N’oublions pas non plus la Nouvelle-Calédonie et Mayotte, laissées seules face à elles-mêmes en ce moment, dans de terribles souffrances.

Sur l’ensemble de ces sujets, nous avons une obligation de résultat. Nous ne pouvons pas échouer, car, dans ce cas-là, je ne donne malheureusement pas cher de notre avenir. Si nous ne nous montrons pas à la hauteur de l’enjeu, nos lendemains seront très difficiles.

Notre responsabilité est d’éviter que la crise politique ouverte par la dissolution ne nous condamne à l’instabilité et à l’immobilisme. Dans cette perspective, nous ne pouvons que miser sur le Parlement.

En 2022, avec une majorité relative, nous avons redécouvert qu’il était non seulement possible, mais même nécessaire de se parler, de s’écouter, de négocier et de faire des compromis pour adopter des textes. Ici, au Sénat, nous savons faire cela !

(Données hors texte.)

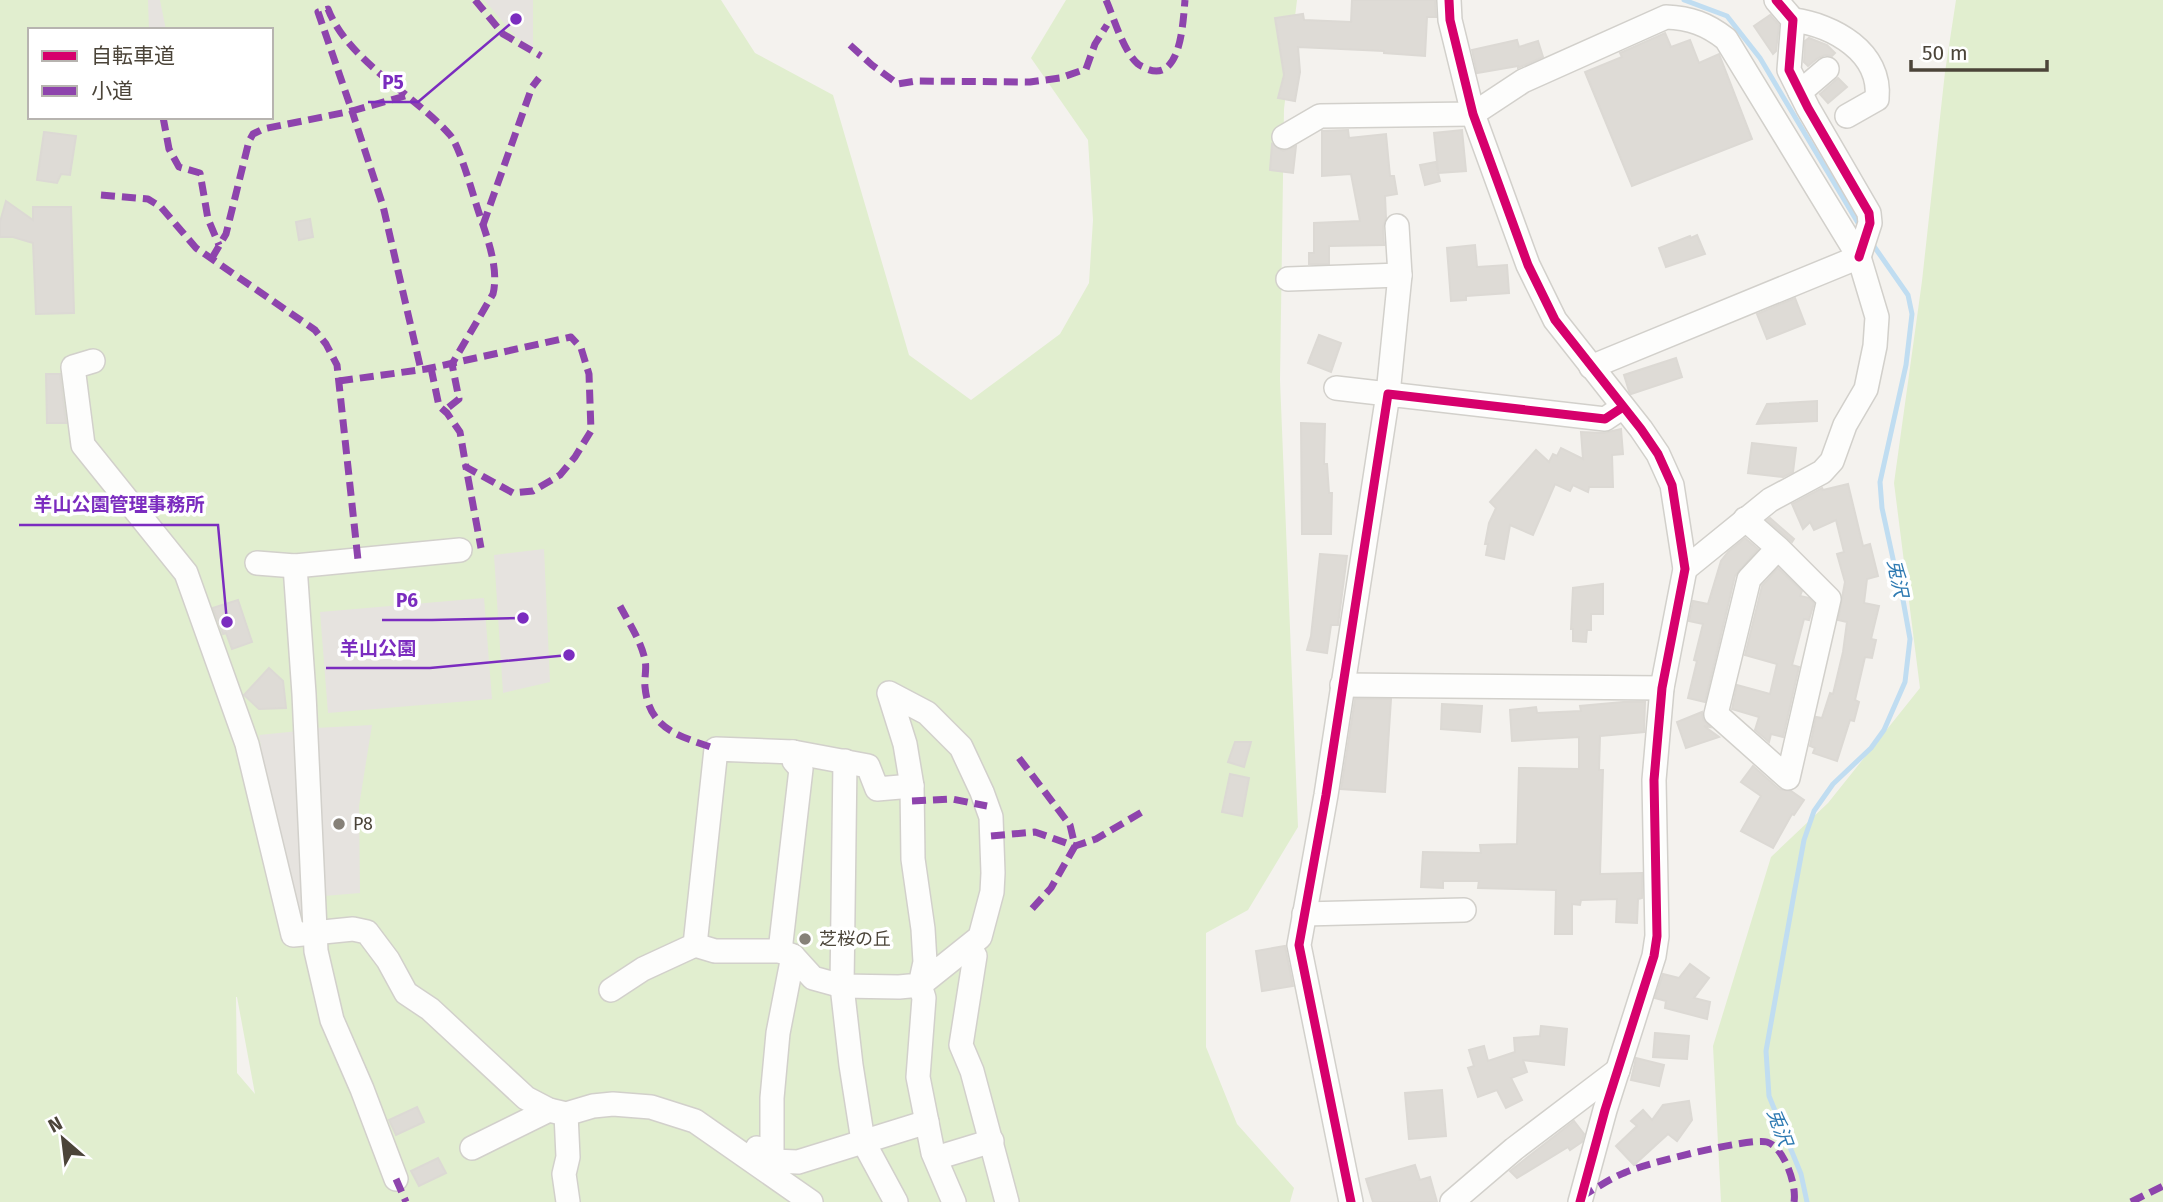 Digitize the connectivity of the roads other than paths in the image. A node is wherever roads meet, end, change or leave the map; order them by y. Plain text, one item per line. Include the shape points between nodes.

Aujourd’hui, il nous faut aller plus loin et déployer plus que nous ne l’avons jamais fait des trésors de pragmatisme et d’esprit de consensus. Il nous faut expérimenter un système dans lequel le Parlement revient au cœur de la vie politique du pays. Nous devrons être véritablement moteurs, force d’initiative et de proposition.

L’intérêt du pays exige cet effort autant que l’opinion publique, qui n’acceptera pas longtemps les palinodies, les postures ou les atermoiements.

Se rassembler pour former ou soutenir un gouvernement, c’est le commencement du dépassement et, je l’espère, le gage de l’efficacité. Face à la complexité des problèmes à affronter, le rassemblement, c’est ne plus avoir de certitudes péremptoires, d’emportements idéologiques ou de vérités uniques.

Plus que jamais, le Sénat va s’affirmer comme la pierre angulaire du dispositif parlementaire : nous pourrons peser – et nous pèserons ! –, notamment dans les commissions mixtes paritaires.

Il va falloir momentanément oublier les intérêts personnels et partisans pour accepter une plateforme minimale dans l’intérêt du pays. C’est un comportement qui est courant en Europe et qui respecte les citoyens. Comme l’a dit à l’instant notre président, nous avons à cet égard une immense responsabilité.

Je terminerai sur une note d’espoir en souhaitant à nos athlètes qui s’apprêtent à entrer en compétition de s’y distinguer, pour ressusciter le souffle de notre nation. Que les valeurs du sport nous inspirent, avec honneur et dignité ! Et vive le sport ! (Applaudissements sur les travées des groupes UC et INDEP. – Mme Frédérique Espagnac et M. Jean-François Husson applaudissent également.)